Reporting Mike Schuh
BALTIMORE (WJZ) — In the 30 years since AIDS and HIV was diagnosed in America, Baltimore has seen its new infection rate climb to be the fifth worst in the country.
But now as Mike Schuh reports, some are looking to fight back in a big way.
On a giant field, 4,000 people willing to wear a red plastic poncho– with some patience and a little direction– are going to do something big.
“Stand up as we create the world’s largest red ribbon,” explained Dr. Marcella Copes, Dean of Nursing at Coppin State University.
“The goal of that is to raise awareness of HIV,” said David Haltiwanger of Chase-Brexton Health Services.
It’s an attempt specifically targeted for Thursday.
“To celebrate and bring attention to HIV for World AIDS Day,” Copes said.
William Mueller: “Letting people be aware of HIV and AIDS.”
Schuh: “Why does it matter to you?”
Mueller: “Why does it matter to me? Because I have it.”
Mueller’s had it for 24 years.
“When I found I had it, I lost the will to live,” he said.
It’s the very first time, in public, he’s ever talked about it.
“I didn’t figure I’d be here this long,” he said.
He says for the past four years, Chase-Brexton Health Services has helped keep him alive.
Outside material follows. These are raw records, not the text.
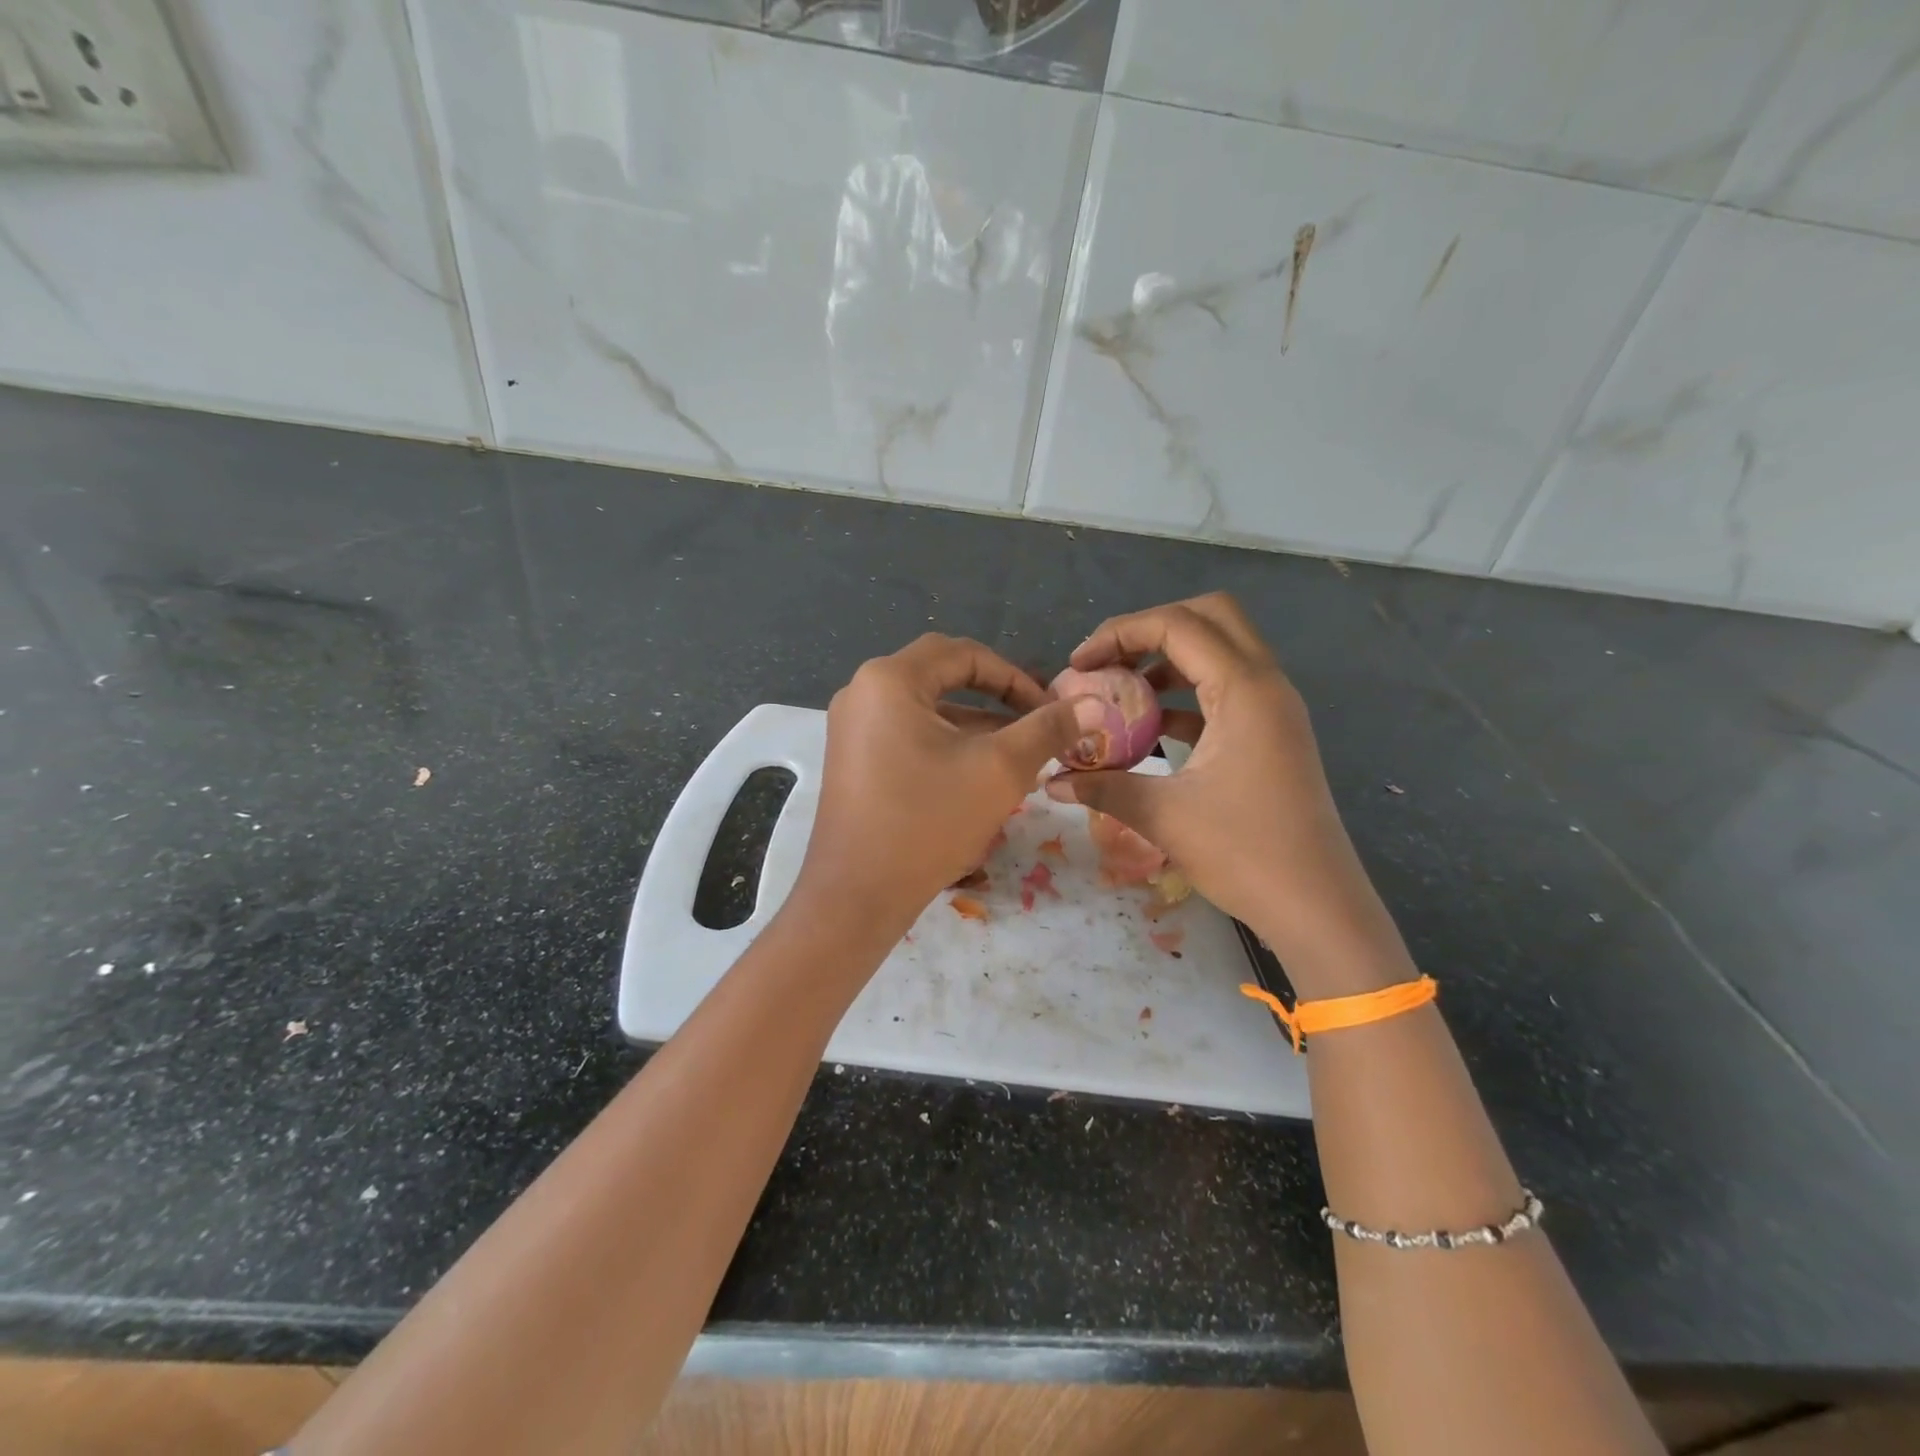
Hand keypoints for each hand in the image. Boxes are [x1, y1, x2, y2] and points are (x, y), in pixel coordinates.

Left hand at [791, 634, 1104, 949]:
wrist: (856, 896)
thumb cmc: (927, 822)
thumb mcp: (998, 770)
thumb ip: (1046, 729)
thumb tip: (1092, 703)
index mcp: (889, 679)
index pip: (963, 654)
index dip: (1014, 676)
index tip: (1049, 708)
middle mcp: (862, 692)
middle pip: (942, 677)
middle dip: (995, 698)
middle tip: (1035, 722)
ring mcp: (852, 728)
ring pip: (927, 710)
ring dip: (974, 726)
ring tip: (1019, 757)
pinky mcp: (853, 760)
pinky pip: (908, 735)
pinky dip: (946, 746)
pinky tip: (979, 777)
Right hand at [1044, 594, 1411, 996]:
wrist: (1319, 908)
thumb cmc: (1246, 855)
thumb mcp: (1164, 816)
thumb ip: (1103, 787)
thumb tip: (1051, 781)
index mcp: (1245, 690)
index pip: (1177, 625)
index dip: (1120, 633)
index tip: (1079, 664)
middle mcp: (1266, 685)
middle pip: (1210, 617)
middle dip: (1151, 629)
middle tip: (1108, 661)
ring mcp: (1274, 709)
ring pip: (1220, 651)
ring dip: (1168, 659)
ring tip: (1120, 691)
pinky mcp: (1272, 734)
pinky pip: (1225, 689)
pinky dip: (1186, 693)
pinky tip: (1149, 727)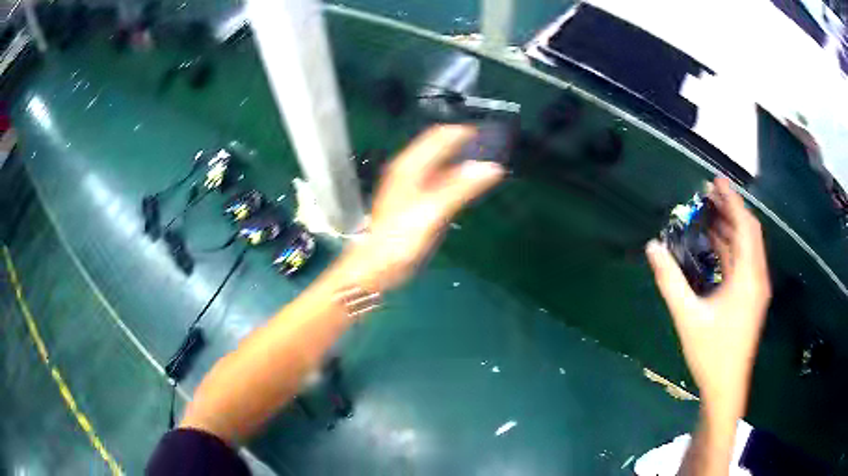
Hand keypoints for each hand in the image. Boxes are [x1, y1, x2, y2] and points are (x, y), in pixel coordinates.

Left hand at [343, 125, 503, 291]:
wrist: (376, 265)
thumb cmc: (400, 238)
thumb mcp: (432, 211)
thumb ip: (461, 188)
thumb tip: (491, 168)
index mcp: (410, 166)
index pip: (439, 136)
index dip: (462, 132)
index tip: (487, 134)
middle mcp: (409, 170)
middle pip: (439, 147)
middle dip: (463, 144)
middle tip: (490, 148)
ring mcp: (411, 185)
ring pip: (439, 164)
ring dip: (460, 161)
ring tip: (484, 163)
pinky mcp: (415, 201)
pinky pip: (438, 181)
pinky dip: (454, 178)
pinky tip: (467, 185)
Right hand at [646, 177, 770, 414]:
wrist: (727, 386)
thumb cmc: (711, 353)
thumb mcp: (688, 317)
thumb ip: (670, 281)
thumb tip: (652, 246)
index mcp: (748, 277)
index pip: (744, 226)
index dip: (731, 200)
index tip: (716, 180)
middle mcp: (757, 277)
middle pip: (749, 231)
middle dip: (731, 209)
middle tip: (709, 193)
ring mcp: (756, 288)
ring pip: (747, 246)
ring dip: (731, 227)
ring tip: (710, 211)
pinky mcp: (751, 297)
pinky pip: (744, 261)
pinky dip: (731, 246)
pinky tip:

It’s one of the groups making this world record ribbon attempt, hoping people will connect the dots between awareness and action.
“It’s not a magical connection but anything we can do to remind people of the right choices that they need to make,” Haltiwanger said.
Mueller’s choices led to HIV, and 24 years of hope.
“Well, I was told, ‘Never give up,’” he said.
To break the record, they need about 1,000 walk-ups Thursday to wear red ponchos. Registration begins at 9 a.m., and the ribbon will form about 11:30 a.m. at Coppin State.
The check-in for the red ribbon will be at the Coppin Athletic Complex on Gwynns Falls Parkway just south of Mondawmin Mall.